Lawson's Wellington team of Canadian Ryan Bester, Andrew Todd and Justin Goodwin had scored 50 points before anyone scored a point against them.
They demolished the St Albans-Merivale team skipped by Canterbury selector Brian Ware 36-0, then raced away to a 16-0 lead against Blenheim's Sanjhe Prasad.
They eventually won that game 26-7 to qualify for a quarter-final clash against Sean O'Neill from Timaru's Kia Toa club.
Lawson is chasing his sixth title in the fours, having won in 1993, 1994, 1996, 1997 and 2004. He's also been the beaten finalist three times.
Andrew Curtain has been Lawson's lucky charm, sharing the five victories with him.
He was unavailable this year, but Lawson wasn't superstitious about his absence.
"I've got a really good team together and if we can lift our game a little bit more tomorrow, we'll be hard to stop," Lawson said.
Lawson, now a member of the Eastbourne club in Wellington, is playing with the pink bowls with which Scotsman Darren Burnett won the world singles champion of champions title in Christchurch recently.

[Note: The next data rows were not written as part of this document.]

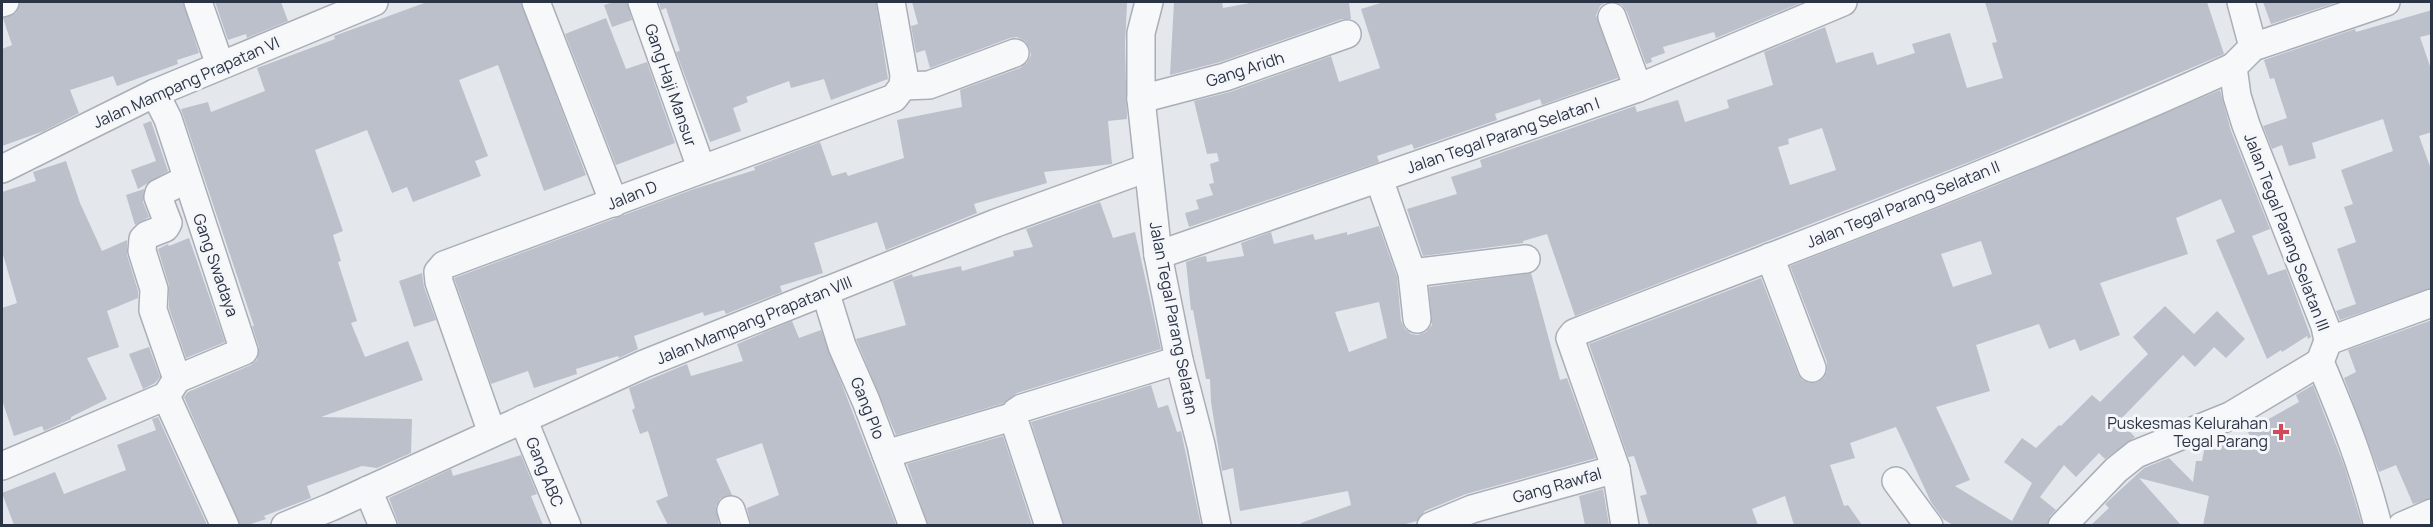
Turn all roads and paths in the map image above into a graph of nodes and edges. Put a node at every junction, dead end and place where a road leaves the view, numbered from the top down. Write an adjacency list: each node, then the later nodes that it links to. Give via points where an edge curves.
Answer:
1 (198, 2): 14 (street)
2 (374, 2): 14 (street, Jalan Mampang Prapatan VI)
3 (536, 2): 25 (street)
4 (642, 2): 21 (street, Gang Haji Mansur)
5 (891, 2): 16 (street)
6 (1149, 2): 19 (street, Jalan Tegal Parang Selatan, via 1141,33)
7 (1843, 2): 17 (street, Jalan Tegal Parang Selatan I)
8 (2241, 2): 12 (street)
9 (2386, 2): 12 (street)
10 (1612, 17): 17 (street)
11 (1347, 34): 19 (street, Gang Aridh, via 1225,77)
12 (2253, 46): 15 (street)
13 (1015, 54): 16 (street, via 929,85)
14 (220, 65): 18 (street, Jalan Mampang Prapatan VI)
15 (2232, 67): 27 (street, Jalan Tegal Parang Selatan II, via 2145,107); 34 (street, Jalan Tegal Parang Selatan III, via 2246,125 2325,326)
16 (903, 86): 21 (street, Jalan D, via 894,98 877,106)
17 (1638, 88): 24 (street, Jalan Tegal Parang Selatan I)
18 (155, 93): 20 (street, Jalan Mampang Prapatan VI); 23 (street, Gang Swadaya, via 168,119)
19 (1141, 99): 22 (street, Jalan Tegal Parang Selatan)
20 (2, 168)
21 (701, 168): 25 (street, Jalan D)
22 (1148, 168): 26 (street, Jalan Tegal Parang Selatan); 30 (street, Jalan Mampang Prapatan VIII)
23 (187, 179): 37 (street, Gang Swadaya, via 159,193 168,223 142,242); 37 (street, Gang Swadaya, via 244,351)
24 (1379, 179): 26 (street, Jalan Tegal Parang Selatan I); 29 (street)
25 (614, 203): 40 (street, Jalan D, via 462,256 444,264 438,272)
26 (1158, 255): 35 (street, Jalan Tegal Parang Selatan)
27 (1770, 257): 33 (street, Jalan Tegal Parang Selatan II); 36 (street)
28 (1526, 259): 29 (street)
29 (1412, 273): 32 (street)
30 (825, 291): 39 (street, Jalan Mampang Prapatan VIII, via 644,364); 41 (street, Gang Plo, via 842,346)
31 (2432, 303): 34 (street)
32 (1417, 319)
33 (1571, 335): 43 (street, Gang Rawfal)
34 (2324, 352): 57 (street, via 2230,416 2136,454); 58 (street, Jalan Tegal Parang Selatan III)
35 (1179, 360): 38 (street, via 1022,408); 53 (street, Jalan Tegal Parang Selatan)
36 (1812, 368)
37 (171, 387): 42 (street); 47 (street)
38 (1016, 416): 41 (street); 52 (street, via 1014,420)
39 (523, 419): 40 (street, Jalan Mampang Prapatan VIII); 50 (street, Gang ABC)
40 (492, 433): 45 (street, Jalan Mampang Prapatan VIII)
41 (886, 454): 51 (street, Gang Plo)
42 (2, 465)
43 (1616, 469): 54 (street, Gang Rawfal, via 1472,509); 55 (street)
44 (1896, 481): 56 (street)
45 (368, 490): 48 (street, Jalan Mampang Prapatan VIII); 49 (street)
46 (2432, 513): 59 (street)
47 (225, 525)
48 (285, 525)
49 (383, 525)
50 (567, 525)
51 (913, 525)
52 (1049, 525)
53 (1216, 525)
54 (1431, 525)
55 (1625, 525)
56 (1929, 525)
57 (2062, 525)
58 (2378, 525)
59 (2402, 525)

"They're good bowls," Lawson said. "And they hold up well in the wind."
Lawson missed the singles and pairs which began last week while he remained at the bedside of his seriously ill wife, jockey Judy, but said the break hadn't affected his own play.
The surprise team among the quarter-finalists is the Tainui four of skip Kevin Powell, Rex Stokes, Alan Reid and Peter Culling, who beat Terry Scott's powerful North East Valley line-up and then the four skipped by in-form Alastair Keith.

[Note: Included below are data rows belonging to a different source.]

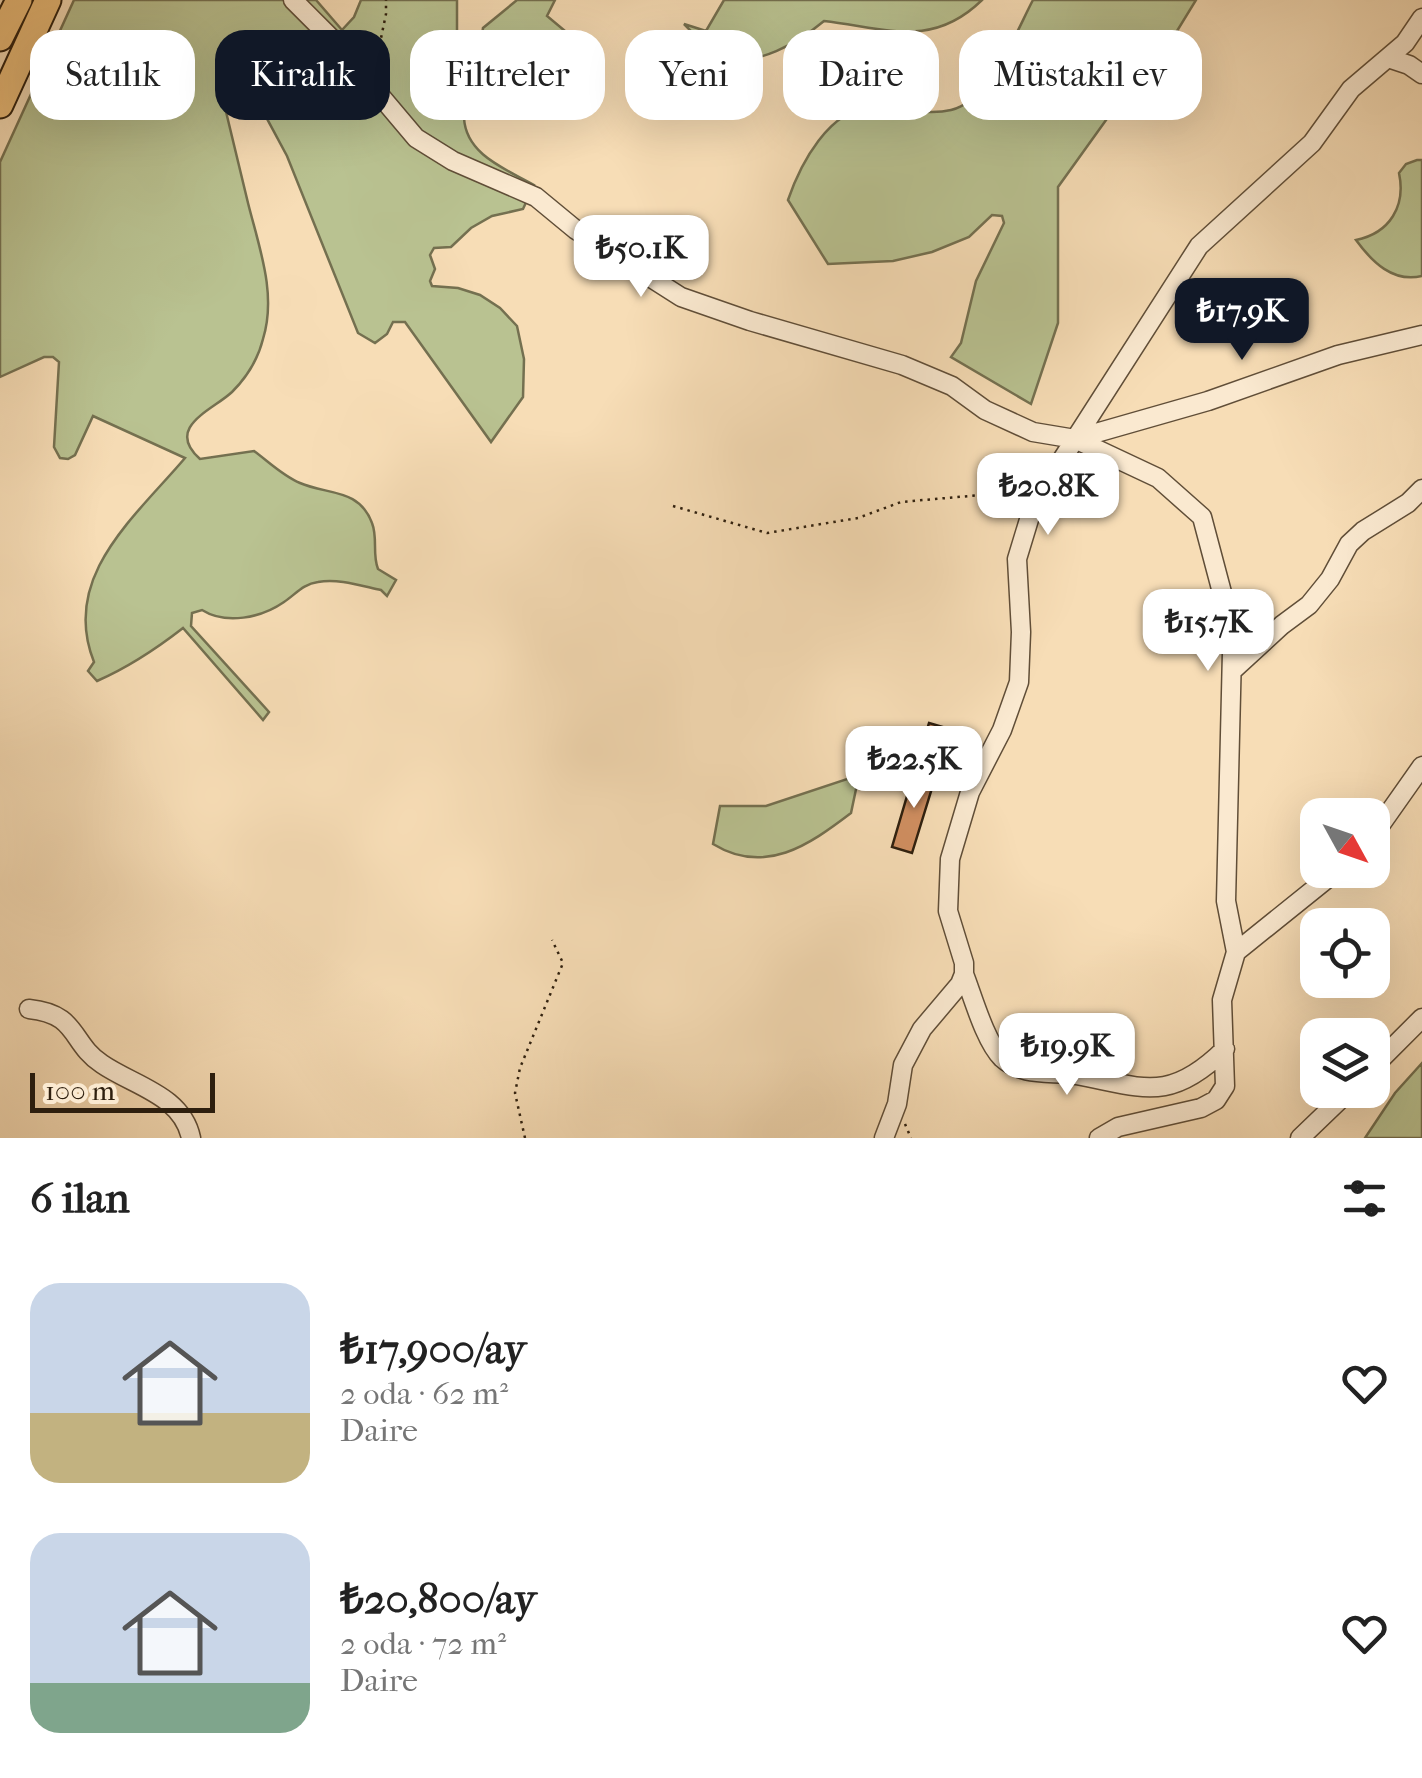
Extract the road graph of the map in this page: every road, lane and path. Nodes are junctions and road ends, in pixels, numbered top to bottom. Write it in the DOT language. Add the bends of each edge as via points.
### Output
graph roads {
  1 [pos="18,0"];
  2 [pos="48,0"];
  3 [pos="293,0"];
  4 [pos="386,0"];
  5 [pos="1422,18"];
  6 [pos="323,30"];
  7 [pos="383,30"];
  8 [pos="0,38"];
  9 [pos="1388,58"];
  10 [pos="1422,74"];
  11 [pos="0,105"];
  12 [pos="390,107"];
  13 [pos="1422,335"];
  14 [pos="1075,439"];
  15 [pos="1422,489"];
  16 [pos="1037,503"];
  17 [pos="673,506"];
  18 [pos="1232,671"];
  19 [pos="1422,766"];
  20 [pos="1390,811"];
  21 [pos="1316,888"];
  22 [pos="552,940"];
  23 [pos="1236,952"];
  24 [pos="964,974"];
  25 [pos="29,1009"];
  26 [pos="1422,1018"];
  27 [pos="1225,1050"];
  28 [pos="1390,1050"];
  29 [pos="1331,1108"];
  30 [pos="190,1138"];
  31 [pos="524,1138"];
  32 [pos="884,1138"];
  33 [pos="1099,1138"];
  34 [pos="1300,1138"];
  1 -- 8 [label="highway"];
  2 -- 11 [label="highway"];
  3 -- 6 [label="street"];
  4 -- 7 [label="path"];
  5 -- 9 [label="street"];
  9 -- 10 [label="street"];
  9 -- 14 [label="street" via="1351,89 1312,143 1199,246"];
  12 -- 14 [label="street" via="416,138 536,197 681,297 902,365 1033,432"];
  13 -- 14 [label="street"];
  14 -- 16 [label="street"];
  14 -- 18 [label="street" via="1158,478 1202,516 1229,619"];
  15 -- 18 [label="street" via="1348,544 1309,606"];
  16 -- 17 [label="path" via="992,494 902,502 858,518 767,533"];
  16 -- 24 [label="street" via="1017,559 1019,682 970,792 950,859 948,910"];
  18 -- 23 [label="street" via="1226,901"];
  19 -- 20 [label="street"];
  21 -- 23 [label="street"];
  22 -- 31 [label="path" via="562,963 516,1092"];
  23 -- 27 [label="street" via="1222,1000"];
  24 -- 27 [label="street" via="996,1050 1017,1068 1152,1089 1204,1070"];
  24 -- 32 [label="street" via="903,1064"];
  25 -- 30 [label="street" via="58,1016 100,1063 168,1102"];
  26 -- 28 [label="street"];
  27 -- 33 [label="street" via="1225,1086 1209,1105 1118,1127"];
  29 -- 34 [label="street"];
}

Pere Paul, of Ngongotaha, reached the last eight with a hard-fought 18-10 victory over Dave Burgess from Te Rangi.
The Young Guns, skipped by 18-year-old Andrew Kelly, eliminated the strong line-up skipped by Richard Girvan, who won the 2005 title.
Sharon Sims, who won a gold star in the pairs, remains on target for another title, guiding her three Dunedin colleagues to the quarter-finals of the women's fours.

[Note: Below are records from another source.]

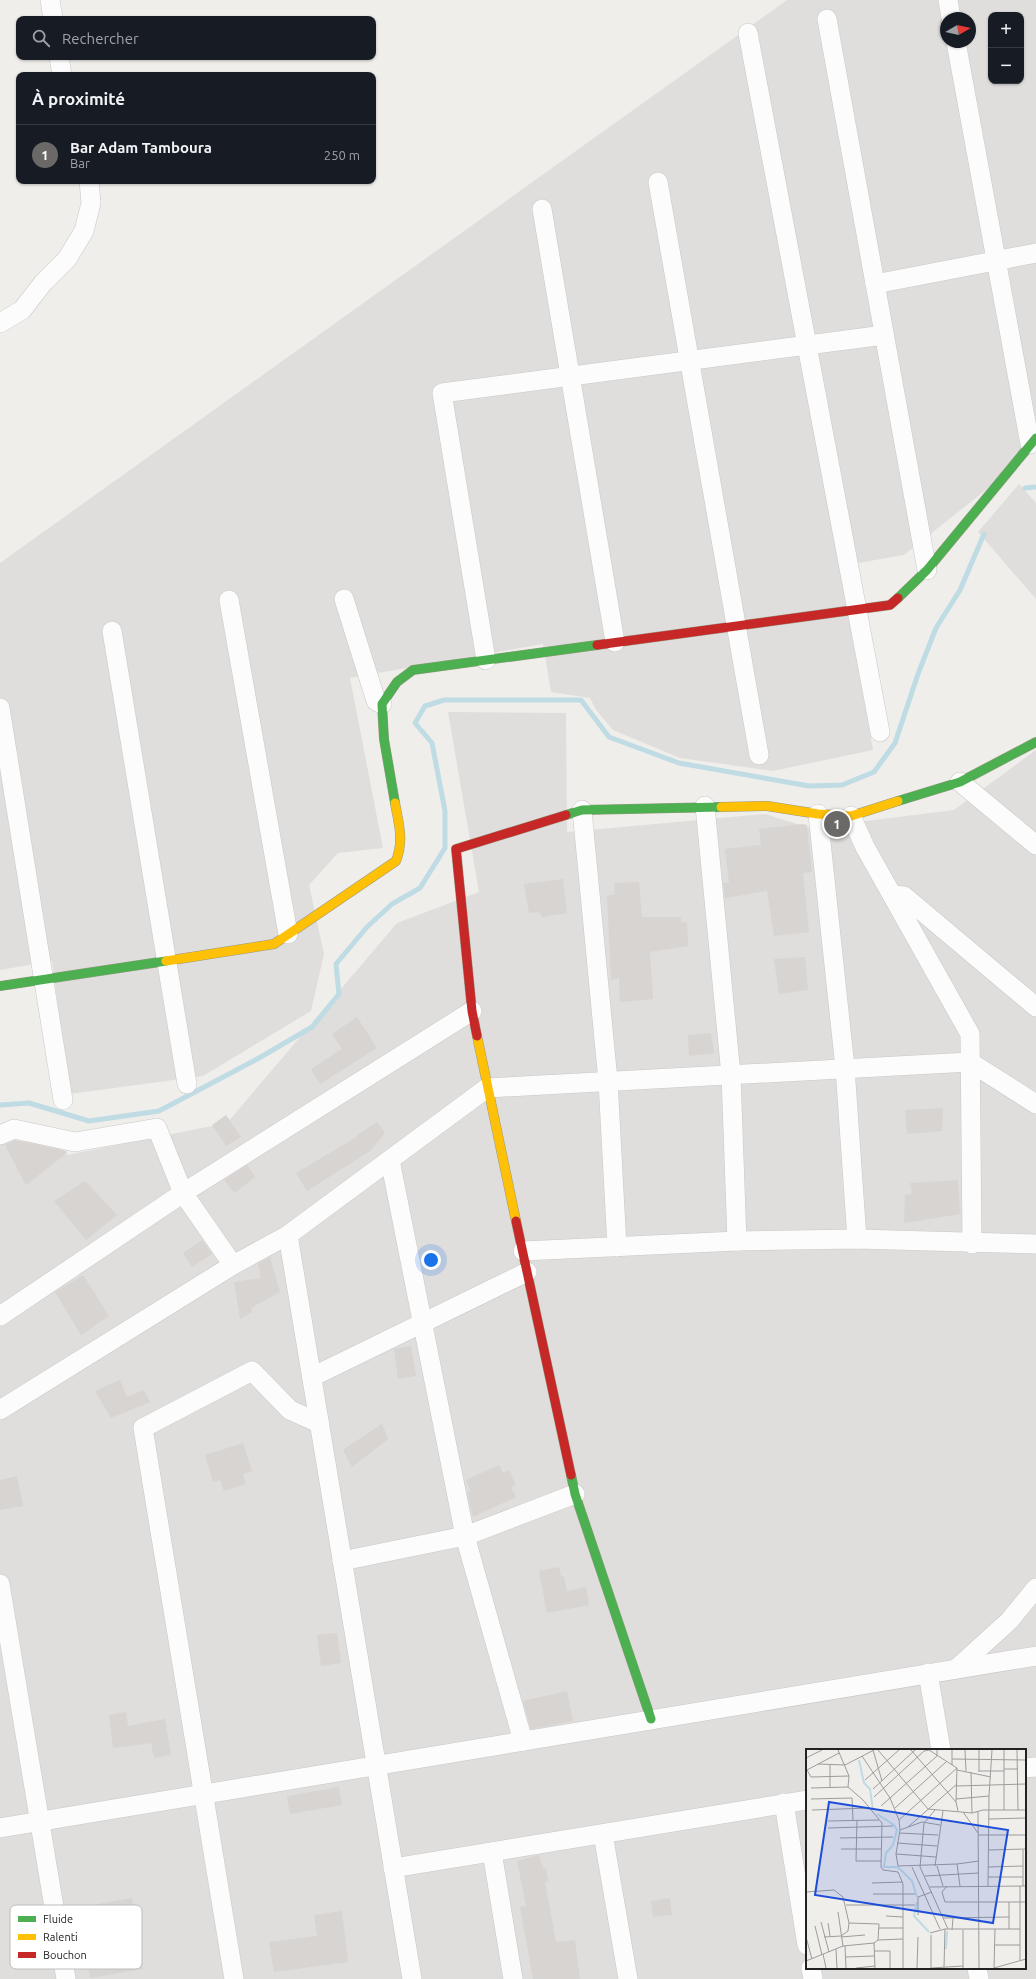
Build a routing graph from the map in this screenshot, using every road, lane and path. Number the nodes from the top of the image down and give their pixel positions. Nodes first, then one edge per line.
1 (50, 0) edge
2 (948, 0) edge
3 (950, 12) edge
4 (53, 16) edge
5 (827, 19) dead end
6 (748, 33) dead end
7 (957, 48) edge
8 (60, 60) edge
9 (62, 72) edge
10 (658, 182) dead end
11 (90, 184) edge
12 (542, 209) dead end
13 (1036, 253) edge
14 (996, 260) junction
15 (875, 284) junction
16 (0, 323) edge
17 (884, 334) junction
18 (807, 345) junction
19 (690, 360) junction
20 (570, 376) junction
21 (1033, 441) edge
22 (927, 570) junction
23 (344, 599) dead end
24 (229, 600) dead end
25 (857, 609) junction
26 (736, 626) junction
27 (112, 631) dead end
28 (615, 642) junction
29 (486, 660) junction
30 (382, 704) junction
31 (0, 708) edge
32 (880, 732) dead end
33 (1036, 742) edge
34 (759, 755) dead end
35 (960, 782) junction
36 (705, 806) junction
37 (582, 810) junction
38 (818, 814) junction
39 (851, 816) junction
40 (1036, 845) edge
41 (892, 895) junction
42 (288, 934) junction
43 (166, 960) junction
44 (43, 979) junction
45 (0, 986) edge
46 (1036, 1007) edge
47 (472, 1011) junction
48 (970, 1062) junction
49 (846, 1068) junction
50 (731, 1075) junction
51 (608, 1081) junction
52 (187, 1084) dead end
53 (487, 1088) junction
54 (63, 1100) dead end
55 (1036, 1104) edge
56 (0, 1135) edge
57 (390, 1160) junction
58 (183, 1193) junction
59 (288, 1235) junction
60 (857, 1239) junction
61 (736, 1241) junction
62 (972, 1244) junction
63 (1036, 1244) edge
64 (617, 1247) junction
65 (523, 1252) junction
66 (232, 1264) junction
67 (527, 1272) junction
68 (0, 1316) edge
69 (423, 1323) junction
70 (312, 1378) junction
71 (0, 1410) edge
72 (319, 1423) junction
73 (575, 1494) junction
74 (465, 1536) junction
75 (342, 1560) junction
76 (0, 1584) edge
77 (1036, 1588) edge
78 (1036, 1656) edge
79 (956, 1669) junction
80 (928, 1673) junction
81 (651, 1719) junction
82 (523, 1741) junction
83 (940, 1749) edge
84 (376, 1765) junction
85 (1036, 1767) edge
86 (1026, 1768) edge
87 (204, 1794) junction
88 (806, 1800) edge
89 (784, 1804) junction
90 (39, 1821) junction
91 (0, 1828) edge
92 (603, 1834) junction
93 (492, 1852) junction
94 (393, 1868) junction
95 (53, 1905) edge
96 (806, 1939) edge
97 (64, 1969) edge
98 (811, 1969) edge
99 (977, 1969) edge
100 (66, 1979) edge
101 (234, 1979) edge
102 (412, 1979) edge
103 (513, 1979) edge
104 (628, 1979) edge
105 (813, 1979) edge
106 (979, 1979) edge

1 - 4 street
2 - 3 street
5 - 15 street
6 - 18 street
7 - 14 street
8 - 9 street
10 - 19 street
11 - 16 street
12 - 20 street
13 - 14 street
14 - 15 street
14 - 21 street
15 - 17 street
17 - 18 street
17 - 22 street
18 - 19 street
18 - 25 street
19 - 20 street
19 - 26 street
20 - 28 street
20 - 29 street
21 - 22 street
22 - 25 street
23 - 30 street
24 - 42 street
25 - 26 street
25 - 32 street
26 - 28 street
26 - 34 street
27 - 43 street
28 - 29 street
29 - 30 street
30 - 42 street
31 - 44 street
33 - 35 street
35 - 39 street
35 - 40 street
36 - 37 street
36 - 38 street
36 - 50 street
37 - 47 street
37 - 51 street
38 - 39 street
38 - 49 street
39 - 41 street
41 - 46 street
41 - 48 street
42 - 43 street
43 - 44 street
43 - 52 street
44 - 45 street
44 - 54 street
47 - 53 street
47 - 58 street
48 - 49 street
48 - 55 street
48 - 62 street
49 - 50 street
49 - 60 street
50 - 51 street
50 - 61 street
51 - 53 street
51 - 64 street
53 - 57 street
53 - 65 street
56 - 58 street
57 - 59 street
57 - 69 street
58 - 66 street
58 - 68 street
59 - 66 street
59 - 70 street
60 - 61 street
60 - 62 street
61 - 64 street
62 - 63 street
64 - 65 street
65 - 67 street
66 - 71 street
67 - 69 street
67 - 73 street
69 - 70 street
69 - 74 street
70 - 72 street
72 - 75 street
72 - 87 street
73 - 74 street
73 - 81 street
74 - 75 street
74 - 82 street
75 - 84 street
76 - 90 street
77 - 79 street
78 - 79 street
79 - 80 street
80 - 81 street
80 - 83 street
81 - 82 street
82 - 84 street
84 - 87 street
84 - 94 street
85 - 86 street
87 - 90 street
87 - 101 street
88 - 89 street
89 - 92 street
89 - 96 street
90 - 91 street
90 - 95 street
92 - 93 street
92 - 104 street
93 - 94 street
93 - 103 street
94 - 102 street
97 - 100 street
98 - 105 street
99 - 106 street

In partnership with Faye Cosgrove and Lyn Rance (Green Island) and Carol Callaghan (Taieri), she eliminated 2004 champion skip Maureen Parker 21-16 and will now meet another Kensington skip, Anne Bateman.
Titleholder Lorraine Davis, now playing for the Burnside club, survives, as does Queenstown's Margaret O'Connor who upset Malaysia's highly fancied team skipped by Siti Zalina Ahmad.